While Phish’s feat at the Sphere is wildly impressive on multiple levels, it wasn’t even the biggest talking point among dedicated fans, who have become accustomed to the band’s deep and ever-growing catalog by attending multiple shows in a row. Their favorite tunes, as is often the case, still elude them, but they keep chasing for another chance.

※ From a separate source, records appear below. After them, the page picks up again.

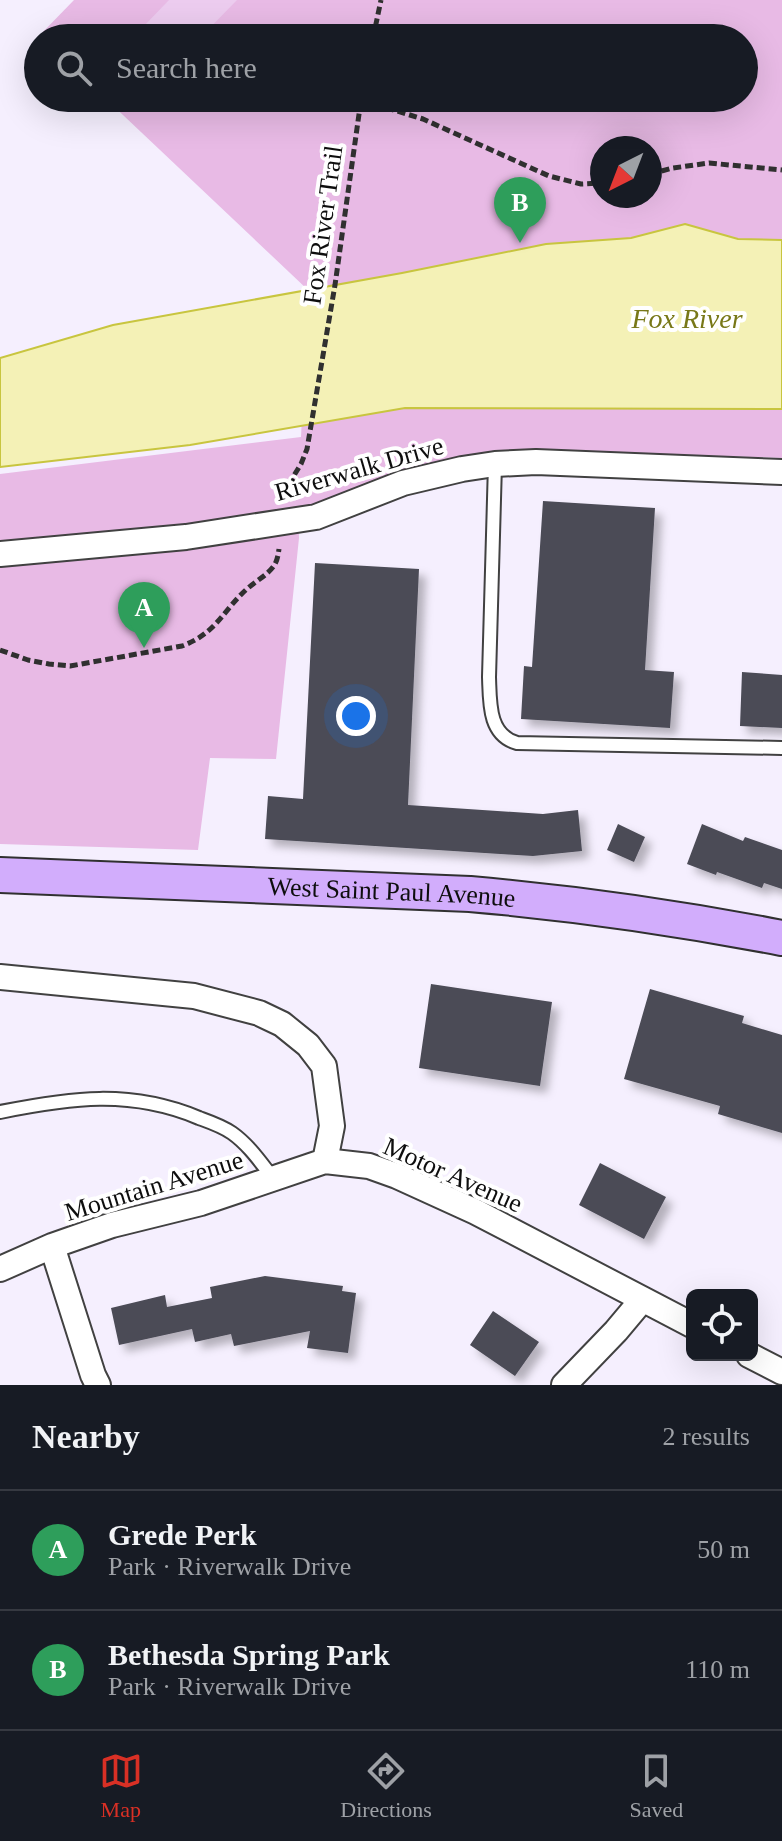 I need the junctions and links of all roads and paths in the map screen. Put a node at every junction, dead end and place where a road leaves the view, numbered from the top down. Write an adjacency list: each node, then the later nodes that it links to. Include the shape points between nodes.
1 (381, 0): 2 (path)
2 (376, 24)
3 (358, 112): 10 (path, Fox River Trail, via 307,449)
4 (401, 112): 7 (path, Fox River Trail, via 549,176)
5 (782, 170): 6 (path, via 709,163)
6 (662, 171)
7 (590, 184)
8 (495, 464): 9 (street, Riverwalk Drive); 12 (street, Riverwalk Drive, via 403,483 316,517 186,537); 14 (lane, via 489,691 501,735 517,743)
9 (782, 472)
10 (282, 497)
11 (279, 542): 13 (path, via 272,568 196,641 70,666)
12 (0, 554)
13 (0, 650)
14 (782, 748)
15 (0, 875): 16 (main road, West Saint Paul Avenue, via 470,894)
16 (782, 938)
17 (0, 977): 19 (street, via 194,996 282,1024 324,1066 332,1126)
18 (0, 1112): 20 (lane, via 97,1098 146,1102 230,1131)
19 (325, 1161): 20 (street, Mountain Avenue); 23 (street, Motor Avenue, via 369,1166 397,1176)
20 (273, 1178): 21 (street, Mountain Avenue)
21 (52, 1246): 22 (street, Mountain Avenue); 27 (street)
22 (0, 1269)
23 (642, 1300): 24 (street, Motor Avenue); 28 (street)
24 (686, 1322)
25 (758, 1360): 26 (street)
26 (782, 1372)
27 (98, 1385)
28 (564, 1385) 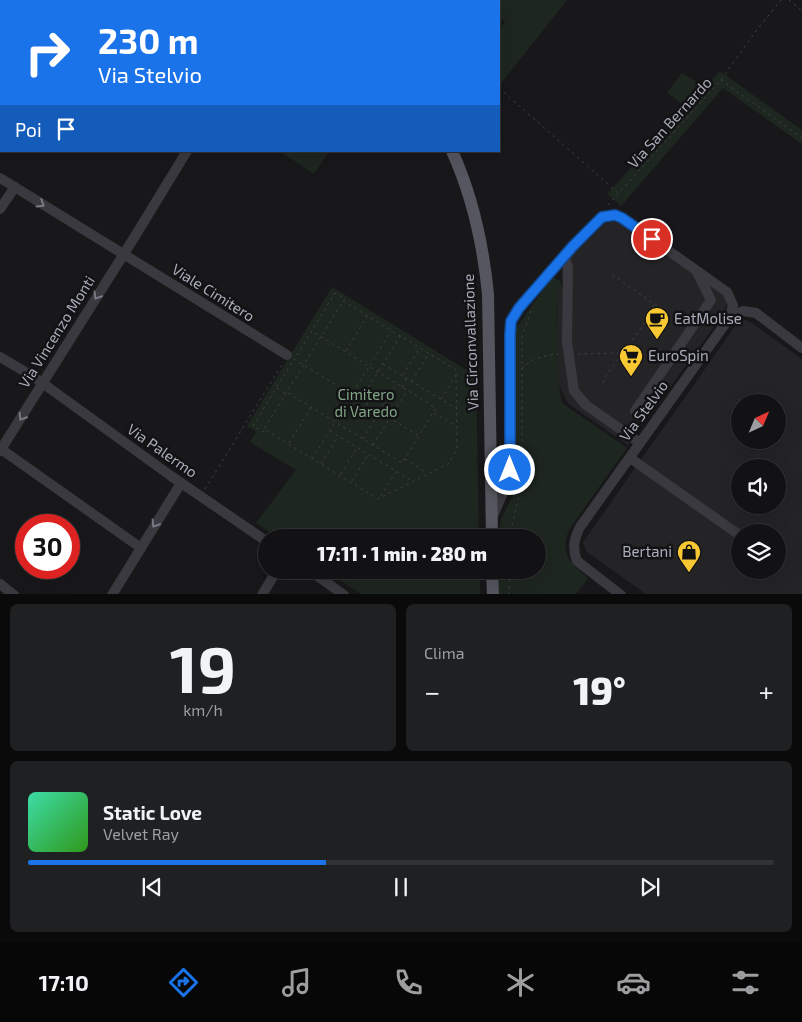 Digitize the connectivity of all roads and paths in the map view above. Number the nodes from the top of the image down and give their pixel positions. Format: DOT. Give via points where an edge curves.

What those followers got at the Sphere, however, was a fully realized vision. During the band’s maiden voyage in 2024, the Las Vegas venue still had a new-car smell. The band programmed four nights of video, using the building’s technology to present a philosophical, plotless narrative puzzle that attentive and engaged fans had to piece together themselves. After the final encore, attendees were left debating what they had experienced: four nights in which the band cycled through the four states of matter —solid, liquid, gas, and plasma — lyrically, visually, and thematically, with a couple of detours along the way.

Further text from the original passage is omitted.